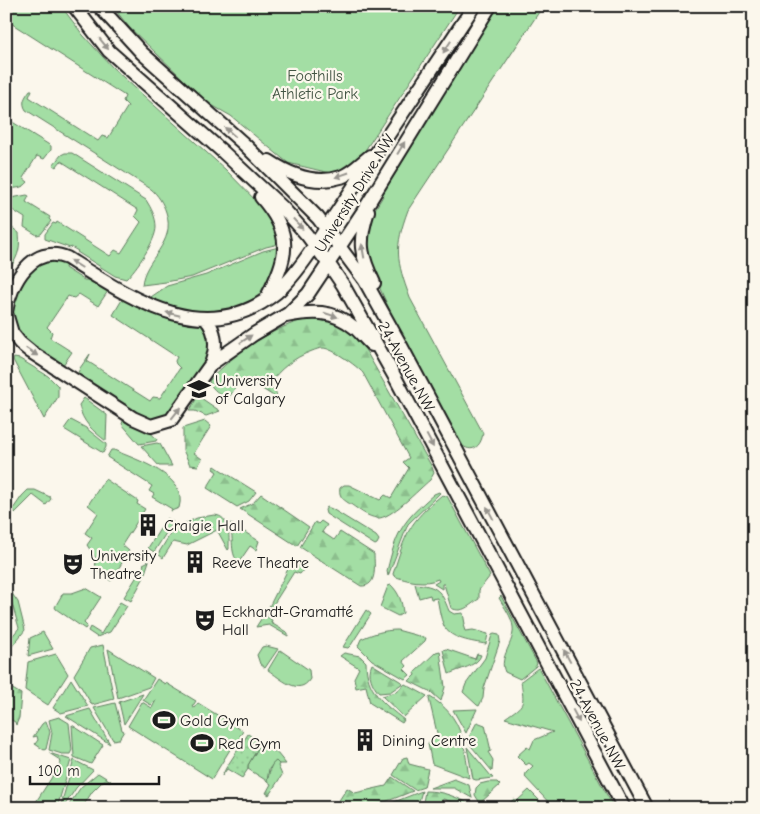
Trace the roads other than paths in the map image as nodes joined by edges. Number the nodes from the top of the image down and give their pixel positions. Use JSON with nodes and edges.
{"nodes":[{"id":1,"x":74,"y":6,"type":"edge"},
{"id":2,"x":99,"y":6,"type":"edge"},
{"id":3,"x":474,"y":6,"type":"edge"},
{"id":4,"x":490,"y":6,"type":"edge"},
{"id":5,"x":245,"y":145,"type":"junction"},
{"id":6,"x":381,"y":147,"type":"junction"},
{"id":7,"x":223,"y":152,"type":"junction"},
{"id":8,"x":376,"y":190,"type":"junction"},
{"id":9,"x":326,"y":228,"type":"junction"},
{"id":10,"x":316,"y":245,"type":"junction"},
{"id":11,"x":340,"y":246,"type":"junction"},
{"id":12,"x":328,"y":263,"type":"junction"},
{"id":13,"x":266,"y":299,"type":"junction"},
{"id":14,"x":6,"y":313,"type":"edge"},
{"id":15,"x":283,"y":317,"type":"junction"},
{"id":16,"x":205,"y":318,"type":"junction"},
{"id":17,"x":400,"y":344,"type":"junction"},
{"id":18,"x":381,"y":353,"type":"junction"},
{"id":19,"x":211,"y":364,"type":"junction"},
{"id":20,"x":624,"y":808,"type":"edge"},
{"id":21,"x":647,"y":808,"type":"edge"}],
"edges":[{"from":1,"to":7,"type":"street","name":"24 Avenue NW","one_way":true},
{"from":5,"to":2,"type":"street","name":"24 Avenue NW","one_way":true},
{"from":3,"to":6,"type":"street","name":"University Drive NW","one_way":true},
{"from":8,"to":4,"type":"street","name":"University Drive NW","one_way":true},
{"from":6,"to":5,"type":"street","one_way":true},
{"from":5,"to":9,"type":"street","name":"24 Avenue NW"},
{"from":6,"to":9,"type":"street","name":"University Drive NW"},
{"from":7,"to":10,"type":"street","name":"24 Avenue NW","one_way":true},
{"from":7,"to":13,"type":"street"},
{"from":8,"to":11,"type":"street","name":"University Drive NW"},
{"from":17,"to":8,"type":"street","one_way":true},
{"from":9,"to":10,"type":"street","name":"University Drive NW"},
{"from":9,"to":11,"type":"street","name":"24 Avenue NW"},
{"from":10,"to":12,"type":"street","name":"24 Avenue NW"},
{"from":10,"to":13,"type":"street","name":"University Drive NW"},
{"from":11,"to":12,"type":"street","name":"University Drive NW"},
{"from":11,"to":17,"type":"street","name":"24 Avenue NW"},
{"from":12,"to":15,"type":"street","name":"University Drive NW"},
{"from":12,"to":18,"type":"street","name":"24 Avenue NW"},
{"from":13,"to":16,"type":"street","name":"University Drive NW"},
{"from":16,"to":14,"type":"street","name":"University Drive NW","one_way":true},
{"from":14,"to":19,"type":"street","name":"University Drive NW","one_way":true},
{"from":15,"to":18,"type":"street","one_way":true},
{"from":19,"to":15,"type":"street","name":"University Drive NW","one_way":true},
{"from":16,"to":19,"type":"street","name":"University Drive NW"},
{"from":21,"to":17,"type":"street","name":"24 Avenue NW","one_way":true},
{"from":18,"to":20,"type":"street","name":"24 Avenue NW","one_way":true}]}
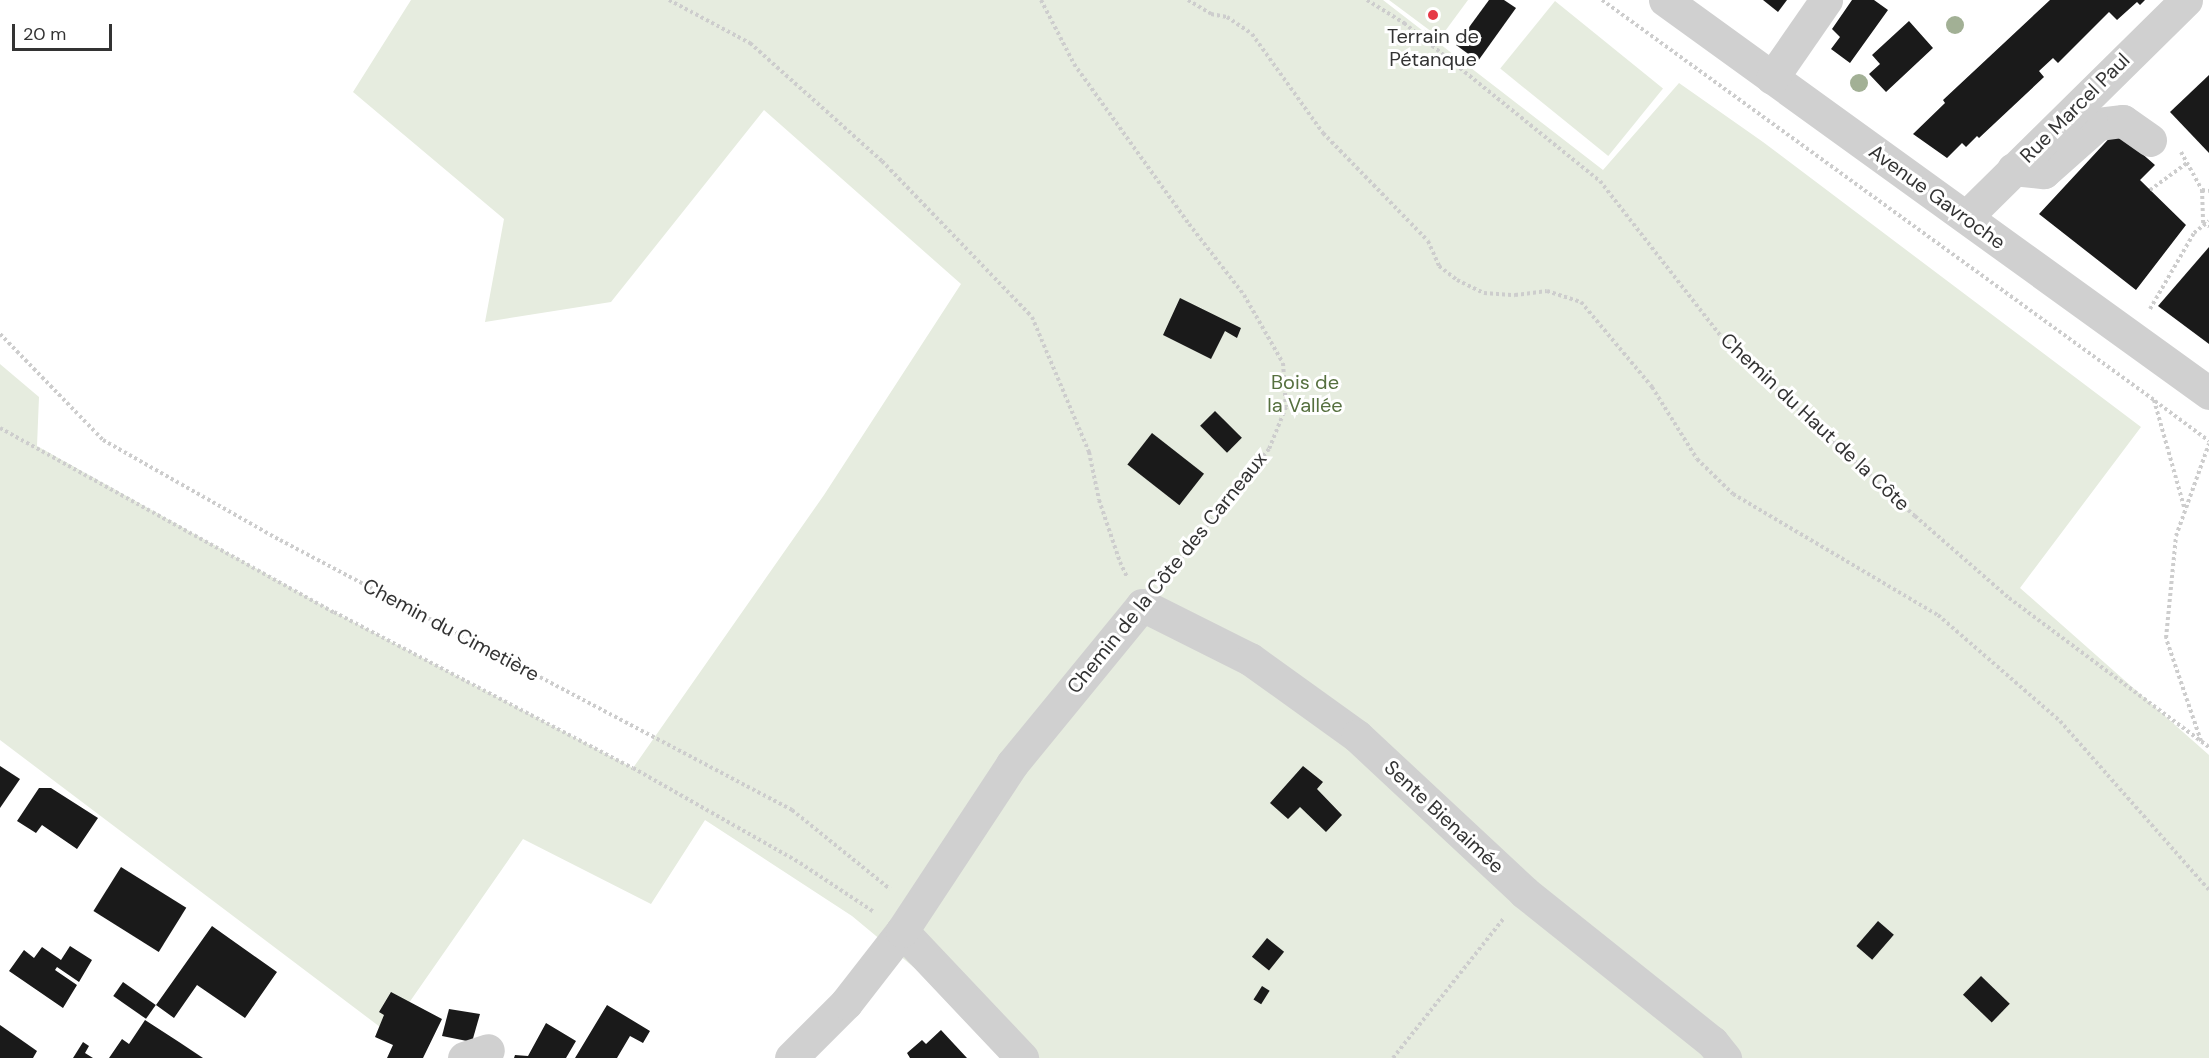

══════════════════════════════

* _Exercise directions_:
Would you copy every line from the listing above that has the string "nodes" in it?

* _Task answer_:
Trace the roads other than paths in the map image as nodes joined by edges. Number the nodes from the top of the image down and give their pixel positions. Use JSON with nodes and edges.
{"nodes":[{"id":1,"x":74,"y":6,"type":"edge"},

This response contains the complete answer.